Bioethics during the COVID-19 crisis: ‘We need an epidemic of kindness’

Professor Ruth Faden, a part-time Martha’s Vineyard resident, speaks with The Times about medical ethics.

Bioethicist Ruth Faden. — Larry Canner

Amid the spread of the novel coronavirus and the disease COVID-19 across the country and the world, Ruth Faden, bioethicist, professor and founder of the Johns Hopkins Berman Institute of Bioethics, spoke with the Times in a telephone interview to talk about medical ethics during such a crisis.

Faden splits her time between Washington D.C. and Martha’s Vineyard.

Brian Dowd: Could you explain what a bioethicist is?

Ruth Faden: Sure, it’s pretty straightforward. People in bioethics study and work on ethical challenges in medicine, biomedical science, and public health. Then you need to follow that — what is an ethical issue? It’s an issue about what the morally right thing is to do, or not to do. It’s also about what kind of conduct and way of being in the world is appropriate for people who work in the fields of science, public health and medicine.

BD: We have one hospital here. If you’re in a hospital that can only accommodate so many people, how do you determine who can get treatment? Is it determined by who’s sicker?

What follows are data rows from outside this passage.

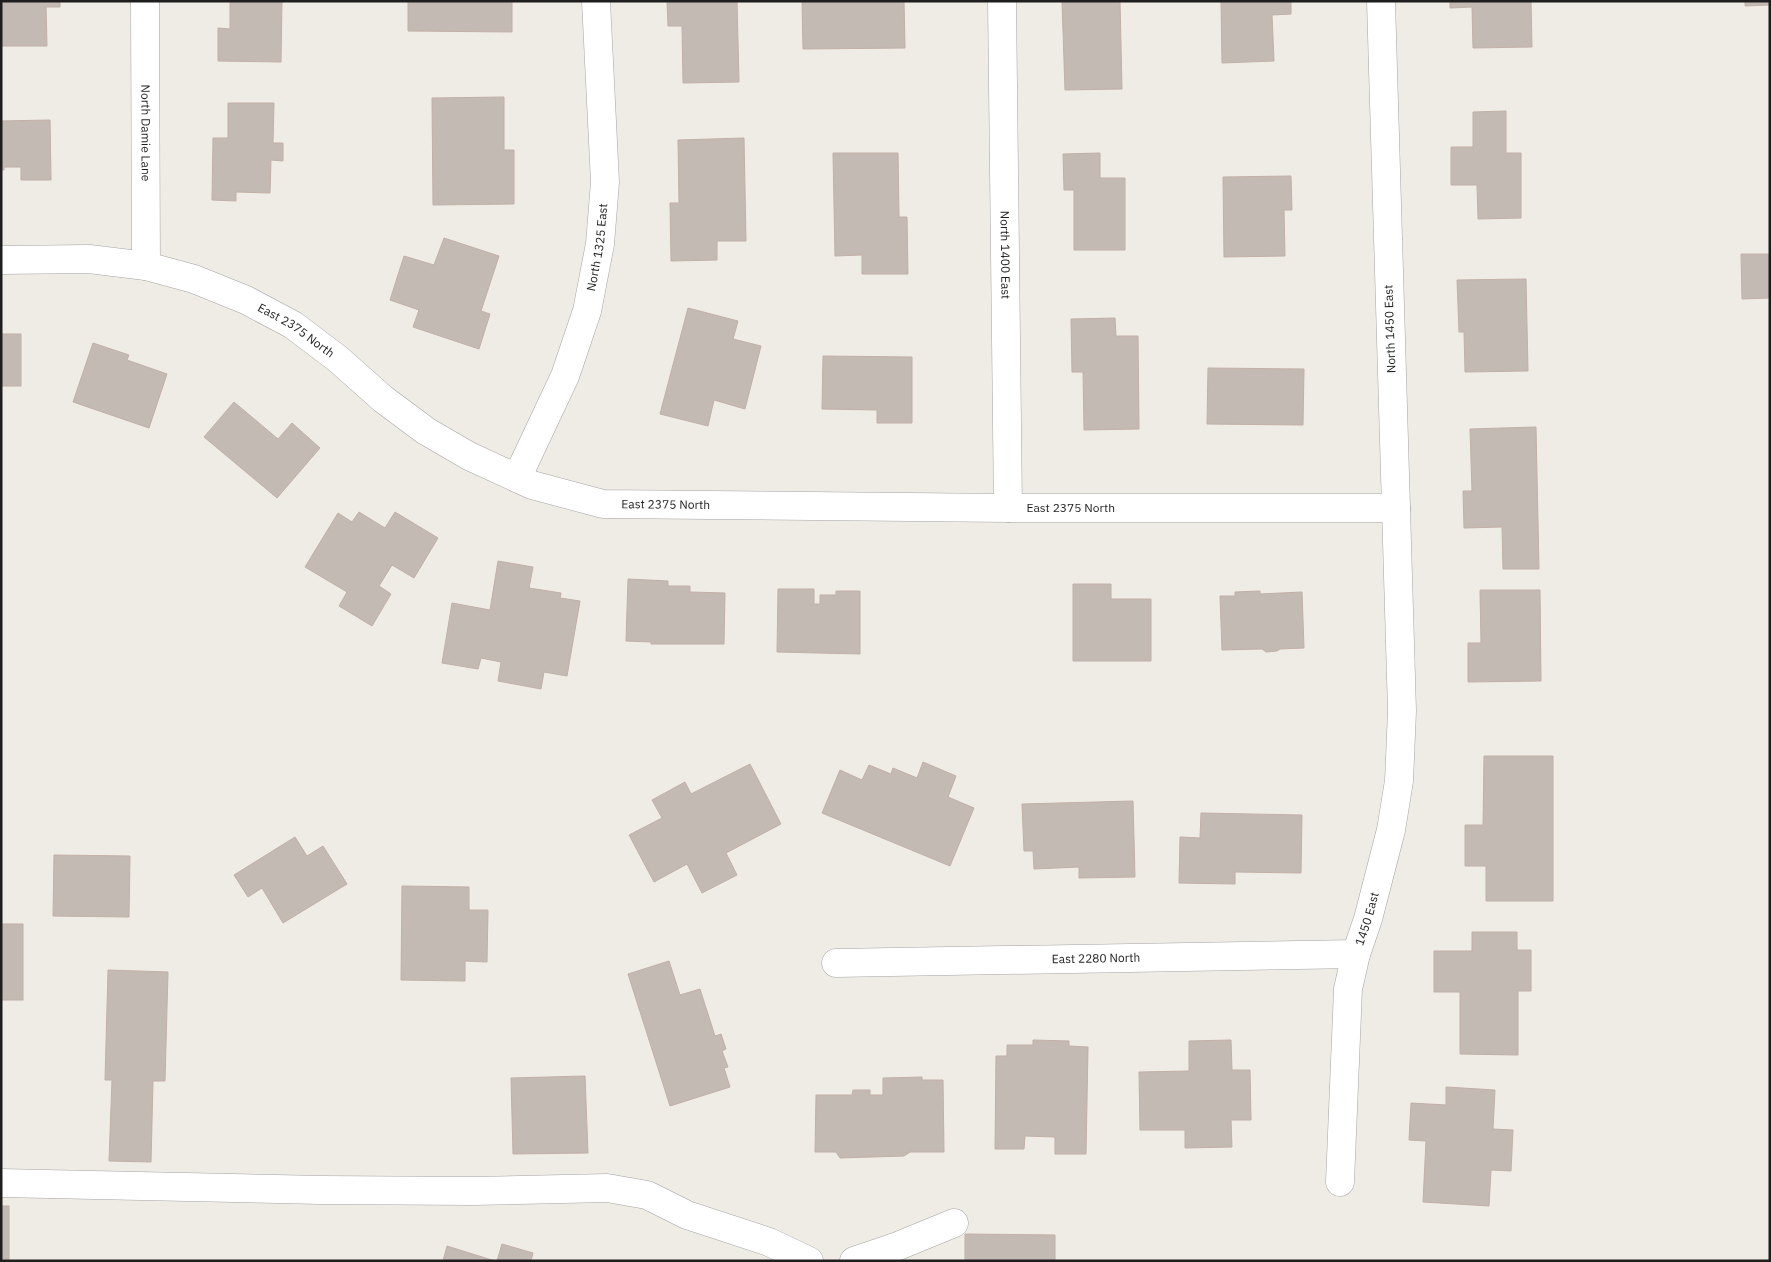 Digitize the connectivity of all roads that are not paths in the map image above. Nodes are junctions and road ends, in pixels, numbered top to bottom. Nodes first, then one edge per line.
1 (145, 1) edge
2 (596, 1) edge
3 (1002, 1) edge
4 (1381, 1) edge
5 (1, 260) edge
6 (146, 266) junction
7 (517, 478) junction
8 (1008, 508) junction
9 (1396, 508) junction
10 (1401, 657) joint
11 (1356, 954) junction
12 (836, 963) dead end
13 (1340, 1182) dead end
14 (1, 1183) edge
15 (954, 1224) dead end
16 (809, 1261) edge
17 (854, 1261) edge

1 - 6 street, North Damie Lane
2 - 7 street, North 1325 East
3 - 8 street, North 1400 East
4 - 9 street, North 1450 East
5 - 6 street, East 2375 North
6 - 7 street, East 2375 North
7 - 8 street, East 2375 North
8 - 9 street, East 2375 North
9 - 10 street, North 1450 East
10 - 11 street, 1450 East
11 - 12 street, East 2280 North
11 - 13 street, 1450 East
14 - 16 street
15 - 17 street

RF: It depends on whether a hospital is operating under normal standard of care procedures, or if a hospital is in a situation where the demand for medical services is either expected to exceed the capacity of that hospital to meet that demand, or that excess demand is already happening. Under normal conditions, we rely on the incredibly talented and committed people at our hospital to make judgements about who needs to be hospitalized, who is so ill that they need to be transported to Partners-related facilities, [Massachusetts General Hospital] or otherwise. Now we need to rely on them to make much more difficult decisions. Currently, the hospital is taking steps to prepare for increased demand by, for example, canceling elective surgeries. The hospital is also taking infection control steps to protect both patients and staff by instituting policies like limiting visitors. If things get bad enough, the hospital will move to what is sometimes called crisis standard of care, where the toughest decisions will need to be made and health care staff will need to be working at the upper reaches or even beyond their training. 

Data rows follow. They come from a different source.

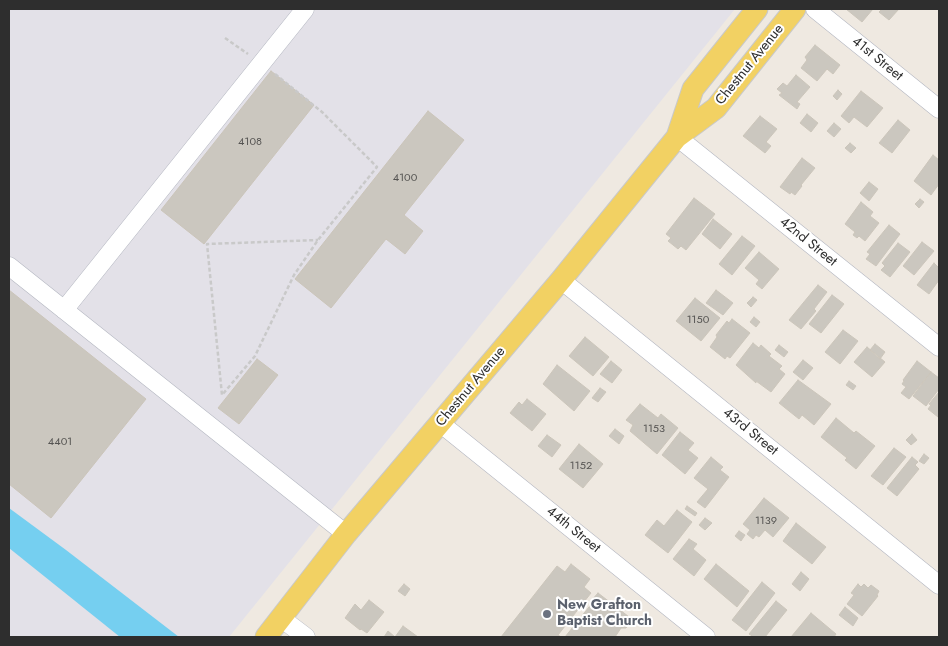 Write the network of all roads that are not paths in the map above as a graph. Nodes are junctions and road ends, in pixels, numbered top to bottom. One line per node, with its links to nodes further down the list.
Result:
1 (305, 9): 9 (street)
2 (757, 9): 6 (main road, Chestnut Avenue)
3 (795, 9): 6 (main road, Chestnut Avenue)
4 (815, 9): 5 (street, 41st Street)
5 (939, 109)
6 (677, 137): 8 (main road, Chestnut Avenue); 10 (street, 42nd Street)
7 (9, 266): 9 (street)
8 (560, 280): 11 (main road, Chestnut Avenue); 13 (street, 43rd Street)
9 (64, 310): 12 (street)
10 (939, 347)
11 (440, 423): 12 (main road, Chestnut Avenue); 17 (street, 44th Street)
12 (346, 534): 14 (main road, Chestnut Avenue)
13 (939, 585)
14 (281, 618): 15 (main road, Chestnut Avenue); 16 (street)
15 (266, 637)
16 (306, 637)
17 (706, 637)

Allocating scarce resources in a crisis is ethically and humanly wrenching. I helped develop one framework for ICU beds and ventilators; other frameworks exist. These decisions should not and do not turn on one criterion, like who is the sickest. You have to think about who is most likely to survive with ICU care, in what ways pre-existing conditions should be allowed to count, and same with age. The most important thing people should be doing now is everything they can to reduce the likelihood that our hospital will face these awful, life and death decisions by staying home as much as possible. Social distancing is key. 

BD: I was listening to the New York Times Daily podcast, and they had been talking about how China is now being praised by [the World Health Organization] for its efforts in containing the virus and lowering the spread. Is it ethical for the government to be allowed to take even draconian measures if it’s for the greater good?

RF: The ethics question is, to a certain extent, restricted to what’s legally possible; what’s legally possible to do in the U.S. even with emergency powers, both federally and in individual states. 

When governors, for example, declare states of emergency, they get powers that they don’t otherwise have to do things like close schools, or limit the size of crowds, or of events, or just declare that certain events will not be allowed to be held. The powers that the federal, state, and local governments legally have in the United States are not as broad, even under emergency provisions, as the powers that the Chinese government has, period. So some of what the Chinese government was able to do is not to be legally permissible in this country. 

But I’m not the legal expert. Get lawyers, read their stuff all over the internet; a great person to read is Larry Gostin at Georgetown University. Another very good person in Boston, is Wendy Mariner at Boston University. She had a nice article on quarantine in the Boston Globe.

When you do something like closing schools, you’re doing that in order to flatten the curve, and that is the most important concept, I think, for people to get and understand. The idea here is that by extending the period of time over which the disease spreads through a population, you reduce the burden on the healthcare system. You may not reduce the total number of cases overall, but if those cases extend over a longer period of time that scenario we were talking about earlier — that demand for hospital beds could exceed supply — that scenario is less likely to happen if instead of having all the cases bunched up at once, a very steep curve, the curve of infections is flatter. 

Right now, the whole end-game is flattening the curve. Trying to figure out how to get the number of infections we’re going to experience in the U.S. to spread out over the longest period of time, so that the hospitals and medical professionals can keep up. And that’s difficult.

So from an ethics point of view, what is ethical for governments to do, within the confines of the law, is to get us to as flat a curve as we can get.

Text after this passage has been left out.